Crisis climática y vida cotidiana: ¿nuestros hábitos alimentan el colapso ecológico?

Es momento de despertar. Este viernes de la Semana Global de Acción por el Clima, VICE Media Group presentará únicamente historias relacionadas con la actual crisis climática. En este enlace podrás conocer a jóvenes líderes de múltiples lugares del planeta y entender con ellxs cómo tomar acciones.

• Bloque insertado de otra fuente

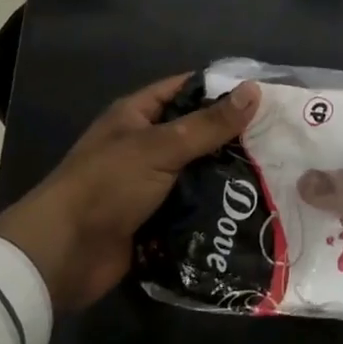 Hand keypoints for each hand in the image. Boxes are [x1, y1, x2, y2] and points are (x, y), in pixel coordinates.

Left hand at [0, 75, 259, 310]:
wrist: (62, 255)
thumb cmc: (107, 186)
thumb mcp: (160, 148)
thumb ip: (208, 124)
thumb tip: (254, 91)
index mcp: (137, 115)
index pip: (186, 89)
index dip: (222, 89)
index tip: (265, 96)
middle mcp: (144, 145)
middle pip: (196, 133)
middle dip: (233, 137)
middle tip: (280, 140)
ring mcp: (149, 183)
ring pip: (198, 172)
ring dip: (227, 176)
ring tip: (275, 175)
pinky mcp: (154, 219)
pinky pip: (192, 206)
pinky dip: (215, 208)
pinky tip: (250, 210) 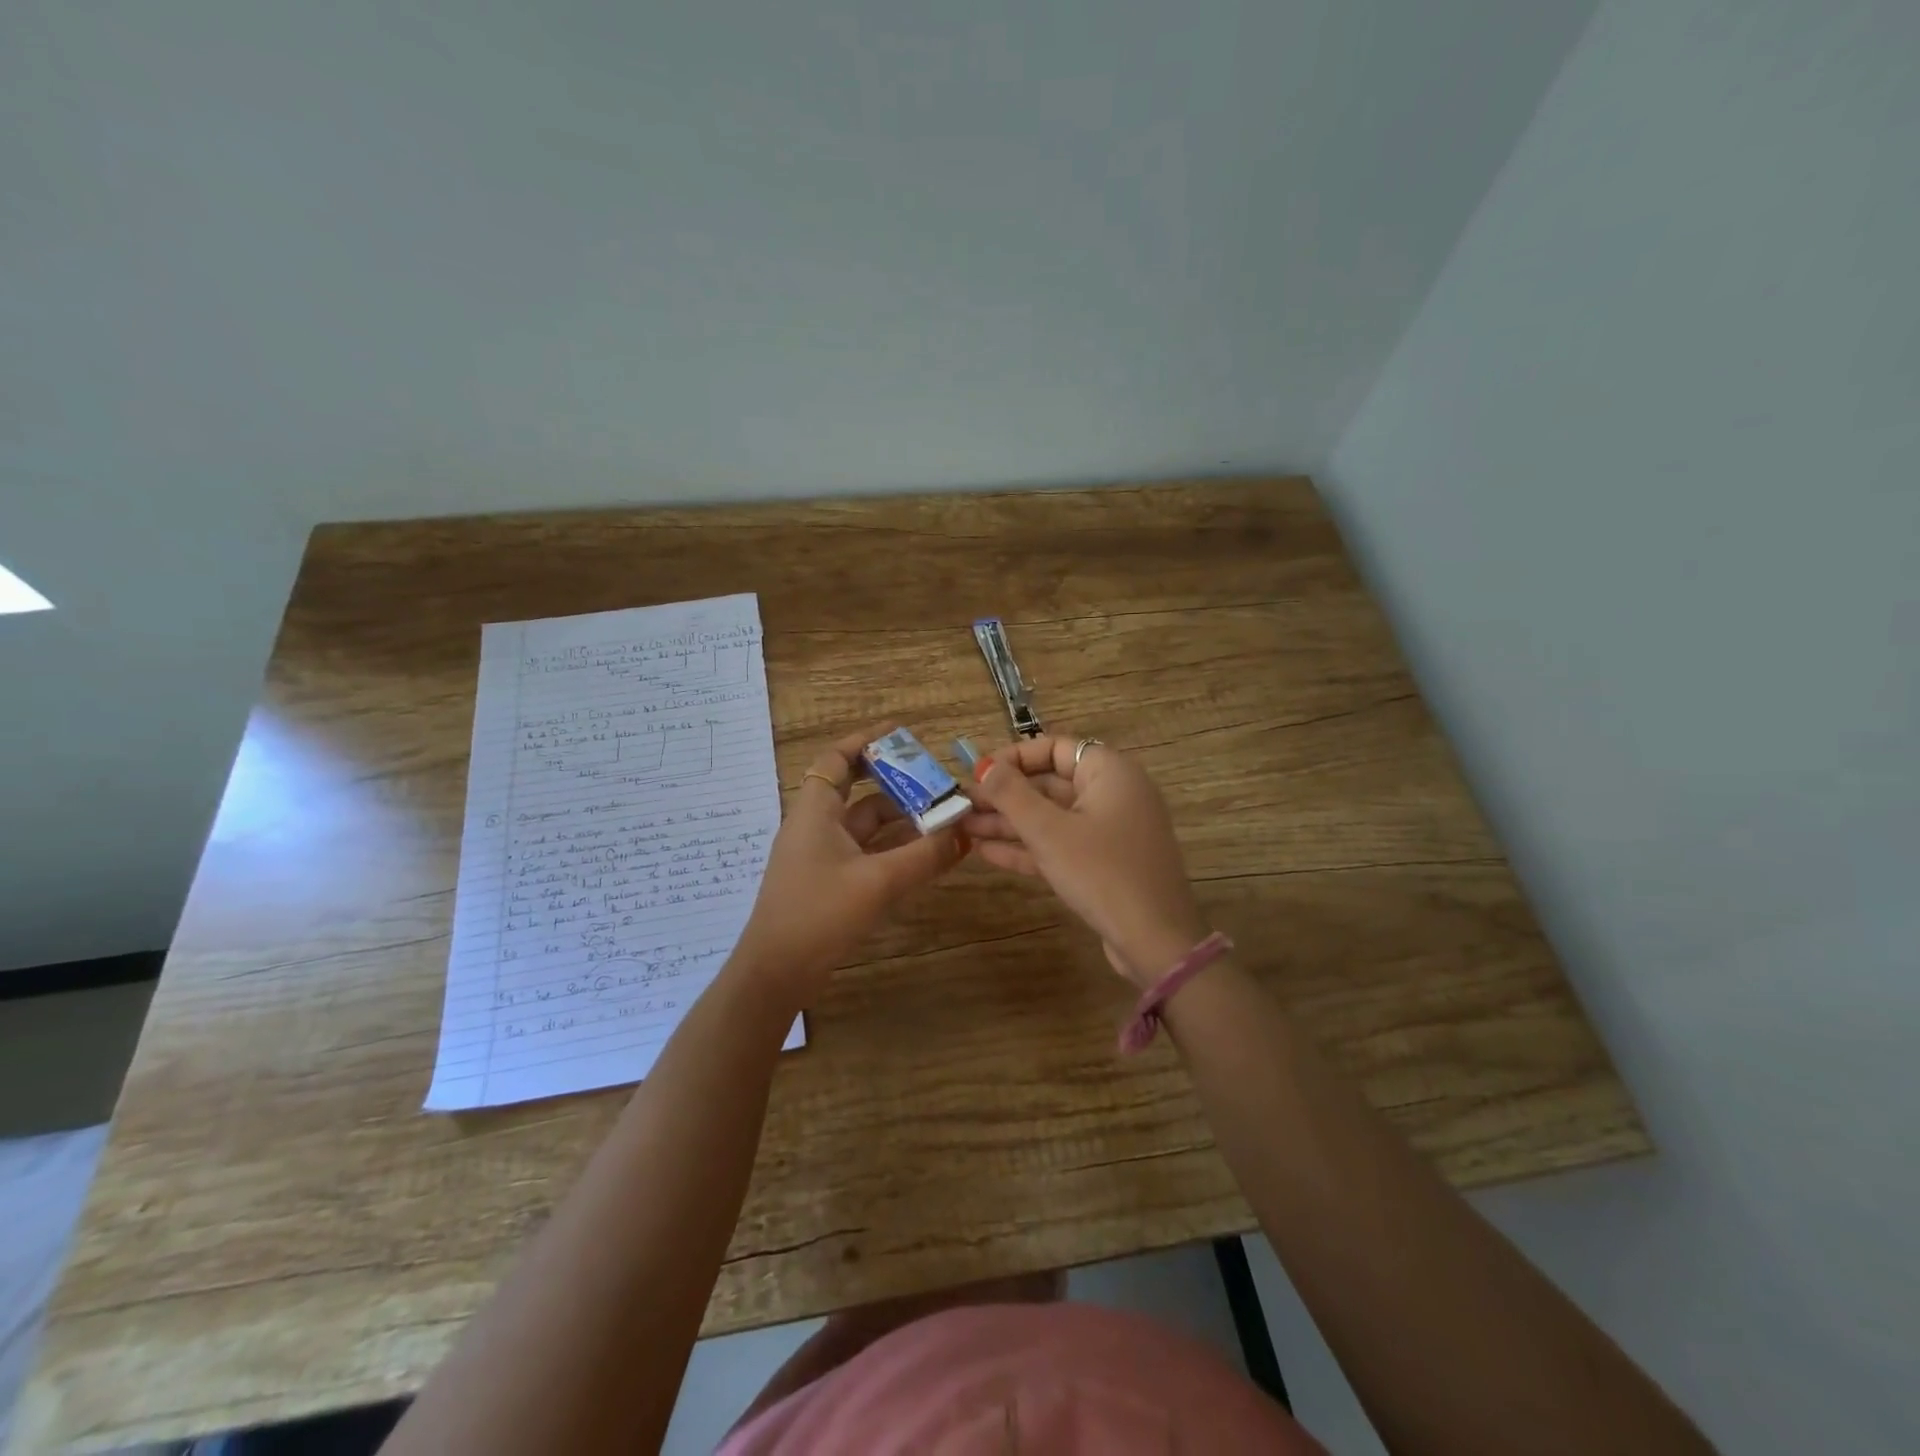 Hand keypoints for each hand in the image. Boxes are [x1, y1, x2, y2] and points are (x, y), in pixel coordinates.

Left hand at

Cuando de crisis climática se trata, solemos perder mucho tiempo y energía discutiendo si lo que necesitamos es compromiso individual o cambio colectivo y político. Así que, para evitar ese desgaste, propongo que nos pongamos de acuerdo en algo: esta crisis es global y sistémica, lo cual quiere decir que necesariamente requiere de cambios sistémicos y colectivos. Y eso, inevitablemente, implica muchos cambios personales, pues lo colectivo se deriva también de la conexión de los procesos individuales. No es “lo uno o lo otro”, es lo uno y lo otro, siempre.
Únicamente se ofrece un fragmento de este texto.